Quick Fettuccine with Chicken and Veggies

A fast and satisfying pasta dinner comes together in minutes using fresh vegetables and tender chicken breast. Refrigerated fettuccine and fresh broccoli florets cook in the same pot to save time and cleanup. Zesty Italian dressing acts as a shortcut marinade and sauce, bringing bright acidity to the savory chicken and sweet roasted red peppers.

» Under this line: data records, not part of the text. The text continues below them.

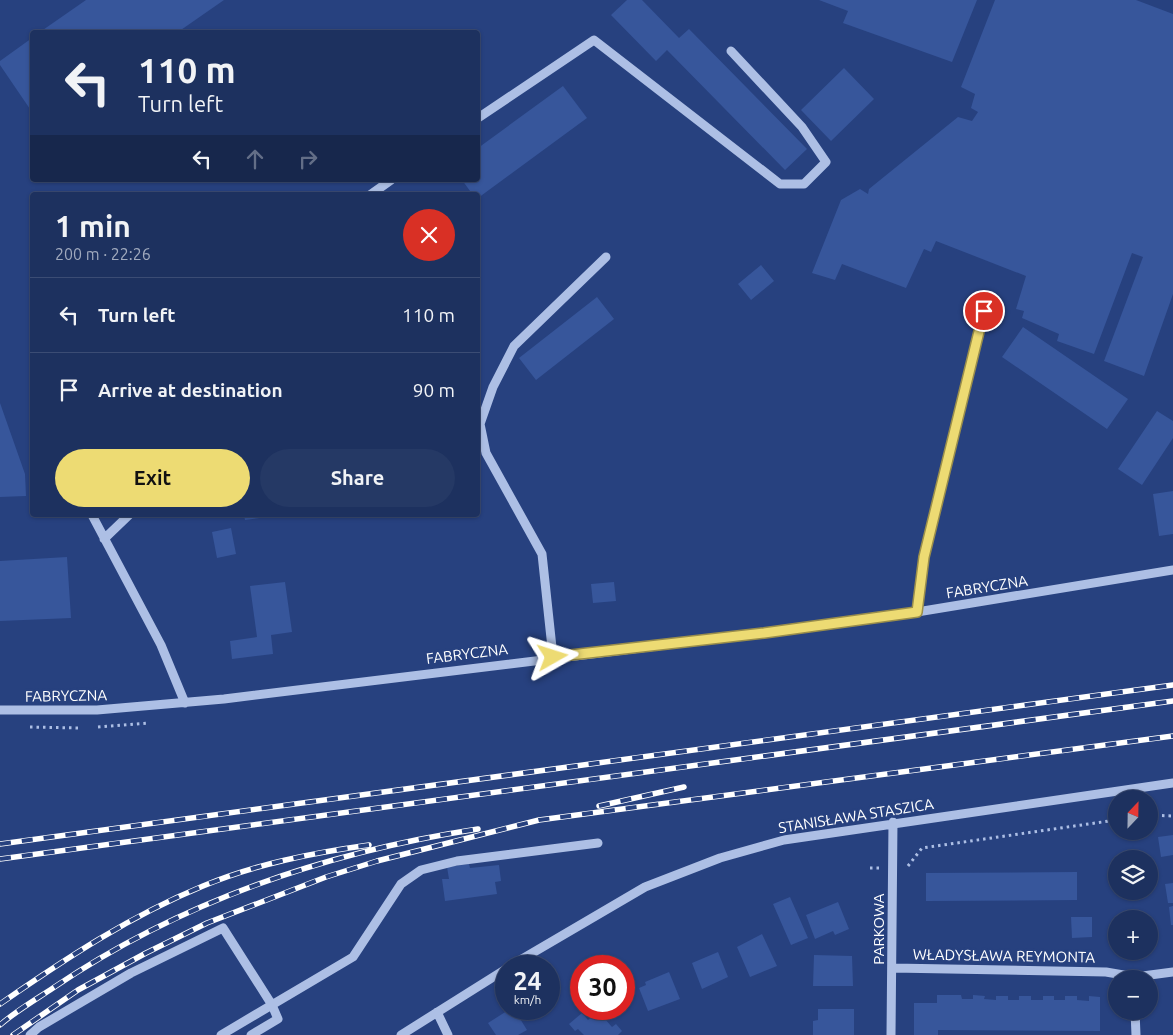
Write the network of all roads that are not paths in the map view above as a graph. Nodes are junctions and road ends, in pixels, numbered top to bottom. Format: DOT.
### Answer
graph roads {
  1 [pos="731,51"];
  2 [pos="480,117"];
  3 [pos="388,182"];
  4 [pos="374,192"];
  5 [pos="606,257"];
  6 [pos="984,311"];
  7 [pos="93,517"];
  8 [pos="127,517"];
  9 [pos="104,538"];
  10 [pos="1173,570"];
  11 [pos="917,612"];
  12 [pos="553,657"];
  13 [pos="185,703"];
  14 [pos="0,710"];
  15 [pos="1173,783"];
  16 [pos="894,822"];
  17 [pos="598,843"];
  18 [pos="528,955"];
  19 [pos="893,968"];
  20 [pos="1108,972"];
  21 [pos="1173,972"];
  22 [pos="1158,974"];
  23 [pos="495,976"];
  24 [pos="272,1004"];
  25 [pos="437,1012"];
  26 [pos="1136,1020"];
  27 [pos="30,1035"];
  28 [pos="221,1035"];
  29 [pos="251,1035"];
  30 [pos="401,1035"];
  31 [pos="448,1035"];
  32 [pos="892,1035"];
  33 [pos="1136,1035"];
  1 -- 2 [label="street"];
  3 -- 4 [label="street"];
  5 -- 12 [label="street"];
  6 -- 11 [label="street"];
  7 -- 9 [label="street"];
  8 -- 9 [label="street"];
  9 -- 13 [label="street"];
  10 -- 11 [label="street, FABRYCZNA"];
  11 -- 12 [label="street, FABRYCZNA"];
  12 -- 13 [label="street, FABRYCZNA"];
  13 -- 14 [label="street, FABRYCZNA"];
  15 -- 16 [label="street, STANISŁAWA STASZICA"];
  16 -- 18 [label="street, STANISŁAWA STASZICA"];
  16 -- 19 [label="street, PARKOWA"];
  17 -- 24 [label="street"];
  19 -- 20 [label="street, WŁADYSŁAWA REYMONTA"];
  19 -- 32 [label="street, PARKOWA"];
  21 -- 22 [label="street, WŁADYSŁAWA REYMONTA"];
  23 -- 25 [label="street"];
  24 -- 27 [label="street"];
  24 -- 28 [label="street"];
  24 -- 29 [label="street"];
  25 -- 30 [label="street"];
  25 -- 31 [label="street"];
  26 -- 33 [label="street"];
}
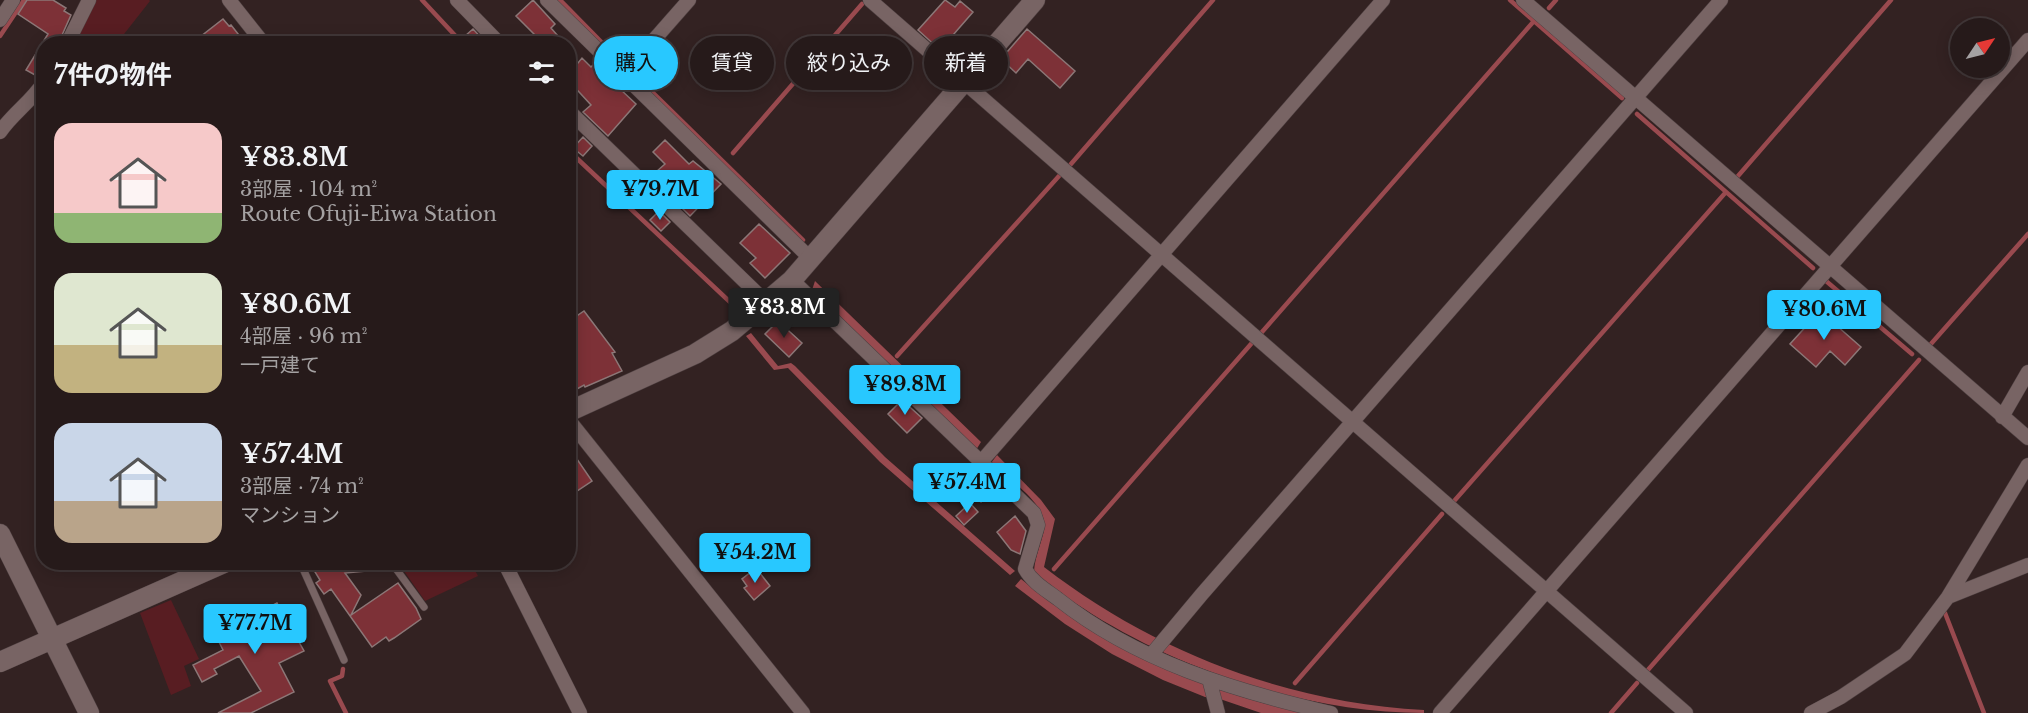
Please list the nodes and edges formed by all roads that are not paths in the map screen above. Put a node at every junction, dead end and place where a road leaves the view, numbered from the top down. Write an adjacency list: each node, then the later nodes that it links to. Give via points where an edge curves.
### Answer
1 (13, 0): 12 (street)
2 (89, 0): 13 (street)
3 (229, 0): 14 (street)
4 (457, 0): 15 (street)
5 (547, 0): 19 (street)
6 (689, 0): 16 (street)
7 (870, 0): 20 (street)
8 (1035, 0): 17 (main road)
9 (1383, 0): 28 (street)
10 (1523, 0): 25 (street)
11 (1721, 0): 25 (street)
12 (0, 20)
13 (76, 36)
14 (258, 36)
15 (492, 36)
16 (657, 36)
17 (1003, 36)
18 (2028, 40): 30 (street)
19 (594, 46)
20 (924, 47)
21 (638, 90): 29 (street)
22 (956, 90): 29 (main road)
23 (974, 90): 28 (street)
24 (36, 94): 27 (street)
25 (1635, 98): 30 (street); 36 (street)
26 (576, 118): 32 (street)
27 (0, 132)
28 (1161, 255): 36 (street); 39 (street)
29 (812, 260): 31 (main road)
30 (1829, 268): 35 (street); 47 (street)
31 (792, 280): 32 (main road); 39 (street)
32 (767, 303): 34 (main road, via 695,354)
33 (2028, 372): 35 (street)
34 (576, 408)
35 (2002, 417): 38 (street)
36 (1353, 421): 47 (street); 51 (street)
37 (576, 429): 58 (street)
38 (2028, 438)
39 (981, 462): 51 (street, via 1036,517 1038,525 1025,568 1029,577 1071,610)
40 (2028, 465): 48 (street)
41 (0, 534): 50 (main road)
42 (2028, 565): 48 (street)
43 (208, 570): 50 (main road)
44 (304, 570): 52 (lane)
45 (397, 570): 49 (lane)
46 (508, 570): 57 (street)
47 (1547, 589): 60 (street); 61 (street)
48 (1948, 597): 62 (street, via 1905,654)
49 (424, 607)
50 (51, 638): 53 (main road); 56 (main road)
51 (1157, 649): 54 (street)
52 (344, 660)
53 (0, 662)
54 (1209, 679): 55 (street); 59 (street)
55 (1216, 708)
56 (89, 713)
57 (580, 713)
58 (803, 713)
59 (1330, 713)
60 (1440, 713)
61 (1686, 713)
62 (1811, 713)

It is an ideal weeknight meal when you need something hearty but do not want to spend hours in the kitchen.

Prep
20 min
Cook
6 min
Servings
4
Course
Category Meat Pasta

Ingredients

  • 1 package (9 oz) refrigerated fettuccine
  • 2 cups fresh small broccoli florets
  • ½ cup Italian dressing (for homemade dressing, see page 475 )
  • 1 lb uncooked chicken breast strips for stir-fry*
  • 1 medium red onion, cut into thin wedges
  • ¼ teaspoon garlic-pepper blend**
  • ½ cup sliced drained roasted red bell peppers (from 7-oz jar)

Instructions

  1. 1Boil the fettuccine and broccoli in the same pot according to the pasta package instructions. Drain the water and toss the mixture with two tablespoons of the Italian dressing, then cover the pot to keep everything warm.
  2. 2Warm another two tablespoons of the Italian dressing in a large nonstick skillet over medium-high heat.
  3. 3Add the chicken strips, sliced red onion, and garlic-pepper blend to the skillet. Cook for four to six minutes, stirring occasionally, until the chicken is cooked through and no longer pink inside.
  4. 4Mix the roasted red peppers and the remaining quarter cup of Italian dressing into the skillet. Cook for another two to three minutes until heated through. Plate the chicken mixture over the warm pasta and broccoli.
  5. 5Serve the fettuccine with chicken and vegetables immediately, offering extra grated cheese on the side if desired.